I am having trouble with this simple integration. I am not sure of the process or steps to follow to solve this type of problem:
If $\mathbf{V}(t)$ is a vector function of $t$, find the indefinite integral:
$$\int \Big( \mathbf{V} \times \frac{d^2\mathbf{V}}{dt^2}\Big)\hspace{1mm}dt$$
My intuition is to use integration by parts, but I'm not sure how to do this with a cross product. I am currently learning only basic triple products, and this is listed as a "challenge problem". How does one integrate a cross product?

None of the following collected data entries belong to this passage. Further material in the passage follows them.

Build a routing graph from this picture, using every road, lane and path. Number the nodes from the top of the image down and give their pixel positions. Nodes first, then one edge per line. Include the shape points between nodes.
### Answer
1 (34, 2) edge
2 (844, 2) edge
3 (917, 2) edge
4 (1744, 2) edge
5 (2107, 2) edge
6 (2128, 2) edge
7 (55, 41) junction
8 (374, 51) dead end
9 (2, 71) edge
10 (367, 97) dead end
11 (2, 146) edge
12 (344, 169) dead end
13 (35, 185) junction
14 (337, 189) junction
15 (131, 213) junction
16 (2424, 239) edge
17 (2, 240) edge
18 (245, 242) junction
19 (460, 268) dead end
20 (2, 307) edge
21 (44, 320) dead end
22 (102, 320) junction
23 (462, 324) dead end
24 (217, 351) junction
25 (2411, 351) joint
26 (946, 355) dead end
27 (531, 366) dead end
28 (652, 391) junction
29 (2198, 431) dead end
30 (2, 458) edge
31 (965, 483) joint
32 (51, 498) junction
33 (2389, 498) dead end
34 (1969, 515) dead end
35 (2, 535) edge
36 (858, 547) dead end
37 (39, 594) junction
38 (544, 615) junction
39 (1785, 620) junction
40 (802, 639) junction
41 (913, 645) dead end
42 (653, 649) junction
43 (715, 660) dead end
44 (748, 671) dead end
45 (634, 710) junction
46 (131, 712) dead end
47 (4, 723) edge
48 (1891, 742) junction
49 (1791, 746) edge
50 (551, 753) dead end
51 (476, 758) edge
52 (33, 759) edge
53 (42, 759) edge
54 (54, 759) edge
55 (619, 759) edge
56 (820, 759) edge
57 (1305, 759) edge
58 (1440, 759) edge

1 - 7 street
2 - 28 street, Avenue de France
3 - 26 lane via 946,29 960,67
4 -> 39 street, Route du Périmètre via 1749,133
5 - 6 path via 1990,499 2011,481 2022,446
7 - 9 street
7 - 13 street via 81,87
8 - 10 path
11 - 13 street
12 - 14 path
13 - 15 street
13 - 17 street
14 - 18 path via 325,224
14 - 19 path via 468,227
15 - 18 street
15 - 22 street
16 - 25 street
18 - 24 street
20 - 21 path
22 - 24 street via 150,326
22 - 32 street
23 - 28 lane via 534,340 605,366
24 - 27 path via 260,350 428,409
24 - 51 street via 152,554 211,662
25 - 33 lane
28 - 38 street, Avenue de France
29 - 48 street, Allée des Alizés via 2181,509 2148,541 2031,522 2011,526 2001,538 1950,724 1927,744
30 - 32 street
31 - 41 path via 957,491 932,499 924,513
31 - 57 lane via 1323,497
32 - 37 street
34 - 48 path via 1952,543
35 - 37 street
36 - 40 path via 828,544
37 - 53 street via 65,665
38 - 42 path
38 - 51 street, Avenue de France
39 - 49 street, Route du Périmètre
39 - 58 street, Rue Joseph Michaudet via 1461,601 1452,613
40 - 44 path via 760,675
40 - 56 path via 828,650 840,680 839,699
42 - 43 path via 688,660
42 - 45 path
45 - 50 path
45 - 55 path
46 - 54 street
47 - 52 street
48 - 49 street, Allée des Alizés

I am doubtful that this problem can be solved by integrating by parts. Even if possible, it would be tedious since you have to separate in terms of each directional components.
Step 1:
Remember what differentiation of a cross product looks like:
$\frac{d (V \times U)}{dt} = \frac{dV}{dt} \times U + V \times \frac{dU}{dt}$. Therefore, you can reasonably suspect that $V \times \frac{d^2V}{dt^2}$ is a differential of two vectors.
Step 2:
Take a guess. Since $\frac{d (V \times U)}{dt}$ has a term $V \times \frac{dU}{dt}$, it's reasonable to think that $\frac{dU}{dt} = \frac{d^2V}{dt^2}$, hence, $U =\frac{dV}{dt}$.
Step 3: Try it out!
$\frac{d (V \times \frac{dV}{dt})}{dt} = \frac{dV}{dt} \times \frac{dV}{dt} + V \times \frac{d}{dt}(\frac{dV}{dt}) = \left|\frac{dV}{dt}\right|^2\sin(0) + V \times \frac{d}{dt}(\frac{dV}{dt}) = 0 + V\times\frac{d^2V}{dV^2}$.
Step 4: Conclude.
Therefore, $\int \Big( \mathbf{V} \times \frac{d^2\mathbf{V}}{dt^2}\Big)\hspace{1mm}dt = V\times\frac{dV}{dt} + C$.